What we consistently see at Fab Fertile:
When only one partner is treated, inflammation often returns. Successful implantation usually occurs only after both partners are treated, and eradication is confirmed before transfer.

Why Clinics Rarely Address This

Most fertility clinics:

• Test only when symptoms are present

• Do not routinely screen male partners

• Rarely confirm eradication before transfer

Patients are told everything “looked perfect” while low-grade inflammation persists.

Frequently Asked Questions

Can a euploid embryo fail because of infection?

Yes. Euploid embryos can fail to implant in the presence of inflammation or microbiome imbalance, including Ureaplasma or Mycoplasma.

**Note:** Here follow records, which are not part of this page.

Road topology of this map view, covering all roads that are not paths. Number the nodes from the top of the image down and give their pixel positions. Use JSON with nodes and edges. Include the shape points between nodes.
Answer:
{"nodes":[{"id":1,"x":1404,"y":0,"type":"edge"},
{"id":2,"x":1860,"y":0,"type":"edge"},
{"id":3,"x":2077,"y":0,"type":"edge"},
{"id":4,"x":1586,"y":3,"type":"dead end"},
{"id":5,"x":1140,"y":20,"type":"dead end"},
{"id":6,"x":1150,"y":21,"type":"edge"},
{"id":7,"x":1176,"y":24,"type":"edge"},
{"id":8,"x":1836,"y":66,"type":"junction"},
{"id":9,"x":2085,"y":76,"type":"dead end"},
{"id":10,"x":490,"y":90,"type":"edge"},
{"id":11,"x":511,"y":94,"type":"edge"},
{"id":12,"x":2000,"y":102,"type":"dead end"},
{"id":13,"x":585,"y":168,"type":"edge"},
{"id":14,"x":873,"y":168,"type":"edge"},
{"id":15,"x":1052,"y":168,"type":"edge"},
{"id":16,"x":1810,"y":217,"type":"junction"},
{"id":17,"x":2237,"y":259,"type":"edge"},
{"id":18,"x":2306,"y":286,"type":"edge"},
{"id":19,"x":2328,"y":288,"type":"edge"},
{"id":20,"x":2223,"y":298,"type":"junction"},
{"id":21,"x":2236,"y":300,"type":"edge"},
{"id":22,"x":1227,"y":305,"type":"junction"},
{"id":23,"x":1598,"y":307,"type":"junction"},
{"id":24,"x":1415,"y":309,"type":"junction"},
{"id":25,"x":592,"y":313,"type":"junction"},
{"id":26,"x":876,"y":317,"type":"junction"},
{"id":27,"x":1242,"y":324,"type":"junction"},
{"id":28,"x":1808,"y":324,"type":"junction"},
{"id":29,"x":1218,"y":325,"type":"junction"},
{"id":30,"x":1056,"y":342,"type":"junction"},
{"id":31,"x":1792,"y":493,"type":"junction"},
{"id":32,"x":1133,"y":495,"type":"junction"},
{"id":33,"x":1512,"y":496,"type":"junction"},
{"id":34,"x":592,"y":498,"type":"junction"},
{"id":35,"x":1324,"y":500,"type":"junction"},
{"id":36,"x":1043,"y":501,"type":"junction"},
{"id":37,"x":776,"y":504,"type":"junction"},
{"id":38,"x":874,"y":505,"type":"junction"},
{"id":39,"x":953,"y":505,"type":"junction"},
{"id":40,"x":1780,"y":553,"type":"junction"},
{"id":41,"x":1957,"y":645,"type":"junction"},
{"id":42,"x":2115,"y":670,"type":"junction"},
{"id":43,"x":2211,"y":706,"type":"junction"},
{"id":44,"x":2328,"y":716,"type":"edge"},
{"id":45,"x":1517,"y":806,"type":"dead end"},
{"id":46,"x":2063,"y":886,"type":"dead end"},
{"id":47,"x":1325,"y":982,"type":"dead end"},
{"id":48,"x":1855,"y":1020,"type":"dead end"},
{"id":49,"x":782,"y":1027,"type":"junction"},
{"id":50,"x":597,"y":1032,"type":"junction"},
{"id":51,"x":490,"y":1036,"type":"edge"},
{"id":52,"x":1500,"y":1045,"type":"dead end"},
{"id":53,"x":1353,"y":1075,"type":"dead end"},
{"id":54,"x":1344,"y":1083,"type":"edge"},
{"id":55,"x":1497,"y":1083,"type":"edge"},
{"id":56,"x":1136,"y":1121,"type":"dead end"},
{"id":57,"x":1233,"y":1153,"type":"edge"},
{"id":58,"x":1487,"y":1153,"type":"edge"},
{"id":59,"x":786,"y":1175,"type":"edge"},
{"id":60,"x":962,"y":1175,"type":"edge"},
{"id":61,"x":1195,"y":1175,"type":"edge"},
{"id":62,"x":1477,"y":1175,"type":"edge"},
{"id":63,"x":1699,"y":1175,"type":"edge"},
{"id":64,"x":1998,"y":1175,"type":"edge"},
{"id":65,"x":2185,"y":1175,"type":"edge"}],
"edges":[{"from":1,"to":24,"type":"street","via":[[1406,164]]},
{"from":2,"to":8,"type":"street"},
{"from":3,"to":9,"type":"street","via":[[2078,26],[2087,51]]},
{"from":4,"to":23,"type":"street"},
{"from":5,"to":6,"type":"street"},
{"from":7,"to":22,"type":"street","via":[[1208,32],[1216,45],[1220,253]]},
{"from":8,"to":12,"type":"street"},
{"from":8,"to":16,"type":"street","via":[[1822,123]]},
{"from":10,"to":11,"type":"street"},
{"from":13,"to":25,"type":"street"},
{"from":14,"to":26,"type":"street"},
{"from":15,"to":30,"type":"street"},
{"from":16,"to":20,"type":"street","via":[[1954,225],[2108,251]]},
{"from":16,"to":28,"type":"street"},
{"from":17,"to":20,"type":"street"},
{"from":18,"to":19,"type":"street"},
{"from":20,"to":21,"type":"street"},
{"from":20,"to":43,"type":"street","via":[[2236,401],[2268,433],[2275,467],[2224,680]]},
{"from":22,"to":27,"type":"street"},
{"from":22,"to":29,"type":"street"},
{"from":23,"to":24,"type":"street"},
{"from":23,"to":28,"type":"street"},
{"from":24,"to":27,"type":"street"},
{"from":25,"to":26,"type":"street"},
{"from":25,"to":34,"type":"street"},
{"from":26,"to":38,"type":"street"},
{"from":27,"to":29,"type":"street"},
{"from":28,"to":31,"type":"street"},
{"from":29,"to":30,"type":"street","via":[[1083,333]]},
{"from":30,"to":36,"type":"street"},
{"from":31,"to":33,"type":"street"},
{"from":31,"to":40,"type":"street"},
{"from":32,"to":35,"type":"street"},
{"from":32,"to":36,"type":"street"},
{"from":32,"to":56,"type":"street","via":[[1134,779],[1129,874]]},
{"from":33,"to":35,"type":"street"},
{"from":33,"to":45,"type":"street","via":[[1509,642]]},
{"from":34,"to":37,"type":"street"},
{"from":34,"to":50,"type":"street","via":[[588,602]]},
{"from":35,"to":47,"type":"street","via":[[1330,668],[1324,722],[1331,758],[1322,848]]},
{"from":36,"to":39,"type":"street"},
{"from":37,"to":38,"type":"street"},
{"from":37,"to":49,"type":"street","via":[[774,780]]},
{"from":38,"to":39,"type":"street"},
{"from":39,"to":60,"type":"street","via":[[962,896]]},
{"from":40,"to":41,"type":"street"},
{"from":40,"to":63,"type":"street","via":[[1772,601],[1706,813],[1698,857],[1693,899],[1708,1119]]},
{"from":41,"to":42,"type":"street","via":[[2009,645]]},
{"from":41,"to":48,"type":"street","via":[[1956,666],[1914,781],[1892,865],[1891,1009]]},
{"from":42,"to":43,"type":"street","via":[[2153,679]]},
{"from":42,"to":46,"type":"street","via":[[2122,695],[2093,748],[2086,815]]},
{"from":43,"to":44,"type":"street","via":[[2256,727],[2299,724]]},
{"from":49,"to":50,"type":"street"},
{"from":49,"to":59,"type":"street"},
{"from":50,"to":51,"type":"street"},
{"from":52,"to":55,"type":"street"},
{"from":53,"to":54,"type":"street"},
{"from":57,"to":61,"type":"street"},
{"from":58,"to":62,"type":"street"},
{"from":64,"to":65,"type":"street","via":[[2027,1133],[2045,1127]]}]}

Why wasn’t this tested before IVF?

These organisms are often asymptomatic and not part of routine fertility screening unless there are repeated losses.

Can IVF work if only one partner is treated?

Often no. Reinfection from an untreated partner is common and leads to persistent inflammation.

Does donor egg IVF fix this?

No. Donor eggs do not correct immune imbalance, inflammation, or microbiome issues.

Key Takeaways

• A good or euploid embryo does not guarantee implantation

• Immune balance and inflammation are critical

• Progesterone signaling involves timing and responsiveness

• Blood flow and metabolic health matter

• Vaginal and seminal microbiome imbalance can override embryo quality

• Treating both partners and confirming eradication is essential

The Bottom Line

IVF can fail even with perfect embryos because implantation depends on far more than genetics.

At Fab Fertile, we consistently see success improve when:

• The immune system is regulated

• Inflammation is addressed

• Progesterone signaling is optimized

• The vaginal and seminal microbiome are evaluated and treated

If you have had a failed IVF or FET with a good embryo, the answer is not always another cycle.

Sometimes, the answer is better questions and better testing.